The ministry placed an advert in local newspapers to express its disappointment over the lack of interest shown by the commercial farmers in filling out the forms which were to form the basis for the publication of the provisional valuation roll of agricultural properties in the country.

It threatened those who failed to comply with a fine of N$20 000 (US $2 400), five years in jail, or even both as stipulated in the land valuation and taxation regulation of December 2001.

The lack of interest has forced the ministry to postpone the publication of the provisional valuation roll of agricultural properties until 28 February.

The forms were available at post offices and at the office of the valuer-general in the capital, Windhoek. But commercial farmers argued that not all of them lived near post offices.

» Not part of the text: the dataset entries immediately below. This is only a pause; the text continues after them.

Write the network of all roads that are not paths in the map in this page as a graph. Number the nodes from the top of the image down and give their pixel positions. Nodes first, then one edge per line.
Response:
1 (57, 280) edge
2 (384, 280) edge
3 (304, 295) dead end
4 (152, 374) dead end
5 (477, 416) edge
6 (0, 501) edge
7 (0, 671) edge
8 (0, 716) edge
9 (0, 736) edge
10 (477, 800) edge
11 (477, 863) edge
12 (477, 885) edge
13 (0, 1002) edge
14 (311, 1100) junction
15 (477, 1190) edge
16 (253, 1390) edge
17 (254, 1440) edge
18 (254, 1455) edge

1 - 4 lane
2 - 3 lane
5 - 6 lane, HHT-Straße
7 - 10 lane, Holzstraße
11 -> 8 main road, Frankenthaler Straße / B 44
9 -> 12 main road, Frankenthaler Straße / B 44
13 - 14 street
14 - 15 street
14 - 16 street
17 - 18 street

The farmers were required to disclose the number of farms they own, the total hectarage, names and nationalities of the owners. The data will be used to determine the amount of money the farmers will pay under a land tax which will be introduced at the beginning of April this year. The land tax was first announced last April but was not implemented.

The government has proposed a 0,75% tax on each hectare of land owned by commercial farmers, and a one percent tax for each hectare owned by absentee landlords. The move is aimed at compelling farmers to sell excess land to the government for resettlement by landless black Namibians.

Lands minister Hifikepunye Pohamba said through the proposed land taxation, the government would be able to raise revenue of around N$20-million (US $2,4 million) each year.

He said the tax rate for absentee landlords was likely to be pushed up after one year when a re-evaluation of the rates would be done. Pohamba said the tax rate would increase by 0,25% per hectare on each additional farm owned by an individual commercial farmer. Until now, commercial farm land had been exempt from taxation.

When he briefed cabinet on progress made in the implementation of the land tax, Pohamba said the implementation strategy for the land tax required four phases for the creation of a valuation roll of all taxable properties. These phases include the property identification exercise, the creation of the valuation roll, objections and the sitting of the valuation court, and billing and collecting.

In terms of the proposed land tax, farmers will not be taxed on improvements they have made on their farms.

Members of the mainly white Namibian Agricultural Union (NAU) have urged the government to define excessive land and land units. The NAU claims that the 12 684 taxable commercial farming properties include small holdings which were not commercially viable.

The government says that South African and German nationals, for example, own at least 164 farms covering 1,14-million hectares, and many more farms are owned by other foreign citizens in the country.

Since independence in 1990, the government has spent over N$70-million (US $8,4-million) on acquiring in excess of 567 000 hectares of freehold farmland on a “willing seller-willing buyer” basis. About 243 000 communal farmers are still waiting for land. The Namibian government says it needs an additional N$900 million (US $10,8-million) to buy 9,5-million hectares to resettle them.

According to government statistics, about 30,5-million hectares of agricultural land is owned by mainly white farmers, and only 2,2-million hectares by black farmers. Absentee landlords own a further 2,9-million hectares while the state owns 2,3-million hectares.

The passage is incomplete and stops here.